Guaifenesin/codeine

Combination of
- Guaifenesin: Expectorant
- Codeine: Antitussive

Clinical data
- AHFS/Drugs.com: Monograph; Multum Consumer Information;
- License data: US DailyMed: Guaifenesin codeine;
- Routes of administration: By mouth
- ATC code: R05FA02 (WHO) ;

Legal status
- Legal status: US: Schedule V;

Identifiers
- KEGG: D02263;

= Guaifenesin/codeine =

Combination medication

Guaifenesin/codeine is a fixed-dose combination cold medicine used for the treatment of cough. It contains guaifenesin, an expectorant; and codeine, as the phosphate, an opioid antitussive. It is taken by mouth.

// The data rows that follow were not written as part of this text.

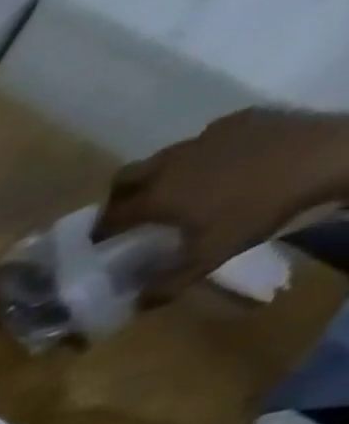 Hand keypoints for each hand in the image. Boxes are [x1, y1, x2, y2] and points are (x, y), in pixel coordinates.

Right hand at [93, 108, 348, 301]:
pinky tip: (222, 166)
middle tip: (129, 211)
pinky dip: (203, 154)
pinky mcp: (240, 119)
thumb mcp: (210, 258)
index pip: (109, 217)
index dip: (99, 231)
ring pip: (164, 156)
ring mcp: (206, 136)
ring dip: (162, 173)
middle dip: (120, 195)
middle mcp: (170, 164)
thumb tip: (137, 304)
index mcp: (155, 198)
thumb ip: (167, 283)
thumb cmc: (259, 210)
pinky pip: (207, 138)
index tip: (98, 242)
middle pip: (125, 177)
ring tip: (180, 188)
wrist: (331, 155) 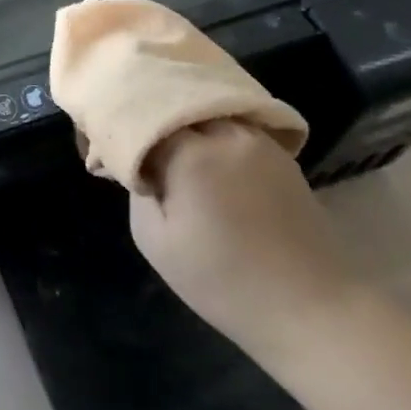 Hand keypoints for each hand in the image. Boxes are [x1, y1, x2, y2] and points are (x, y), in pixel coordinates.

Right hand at [122, 120, 363, 361]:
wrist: (316, 311)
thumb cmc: (224, 281)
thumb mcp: (154, 239)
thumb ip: (138, 186)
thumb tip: (137, 161)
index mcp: (190, 149)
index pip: (136, 112)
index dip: (112, 124)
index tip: (94, 143)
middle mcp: (224, 130)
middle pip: (170, 98)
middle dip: (142, 111)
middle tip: (122, 136)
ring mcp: (256, 138)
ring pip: (200, 107)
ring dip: (175, 118)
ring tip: (156, 141)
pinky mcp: (278, 152)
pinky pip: (227, 123)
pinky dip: (203, 128)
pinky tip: (193, 150) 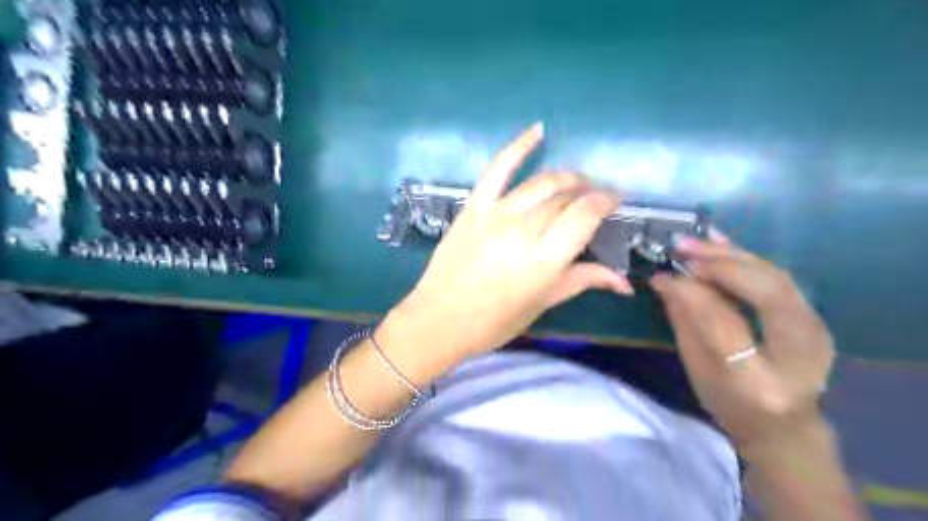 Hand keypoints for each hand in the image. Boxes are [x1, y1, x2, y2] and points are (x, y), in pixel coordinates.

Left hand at [394, 122, 634, 356]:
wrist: (438, 320)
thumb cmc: (494, 322)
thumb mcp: (542, 303)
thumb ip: (583, 281)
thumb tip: (625, 283)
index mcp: (544, 259)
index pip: (585, 215)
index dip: (605, 201)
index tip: (616, 200)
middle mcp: (523, 229)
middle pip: (564, 197)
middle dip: (586, 192)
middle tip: (595, 197)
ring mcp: (496, 214)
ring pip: (540, 182)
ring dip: (565, 177)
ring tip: (576, 181)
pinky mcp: (473, 207)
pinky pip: (497, 169)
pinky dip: (518, 146)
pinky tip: (538, 131)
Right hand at [647, 234, 838, 452]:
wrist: (784, 425)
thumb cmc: (729, 403)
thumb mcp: (697, 368)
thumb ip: (684, 322)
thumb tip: (666, 280)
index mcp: (759, 378)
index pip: (723, 320)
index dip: (690, 292)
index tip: (662, 275)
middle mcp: (797, 352)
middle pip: (763, 291)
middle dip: (719, 263)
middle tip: (681, 247)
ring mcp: (816, 332)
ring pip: (775, 276)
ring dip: (732, 254)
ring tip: (694, 241)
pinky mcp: (815, 318)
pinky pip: (779, 277)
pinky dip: (747, 257)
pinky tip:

It was approved for medical use in the United States in 2006. In 2023, it was the 265th most commonly prescribed medication in the United States, with more than 900,000 prescriptions.

== Society and culture ==

=== Brand names ===
Guaifenesin/codeine is available under multiple brand names including Allfen CD, Antituss AC, Bitex, Bron-Tuss, Brontex, Cheracol with Codeine, Cheratussin, Cheratussin AC, Codafen, Codar GF, Coditussin AC, Dex-Tuss, Diabetic Tussin C, Duraganidin NR, ExeClear-C, G Tussin AC, Gani-Tuss NR, Glydeine, Guaiatussin AC, Guaiatussin AC Sugar Free, Guaifen AC, Guaifenesin AC, Guiatuss AC, Guiatussin with Codeine, Halotussin AC, Iophen, Iophen-C NR, M-Clear, M-Clear WC, Mar-cof CG, Maxi-Tuss AC, Mytussin AC, Relcof C, Robafen AC, Robichem AC, Robitussin AC, Romilar AC, Tussi Organidin, Tussiden C, Tusso-C, Virtussin A/C, and Virtussin AC.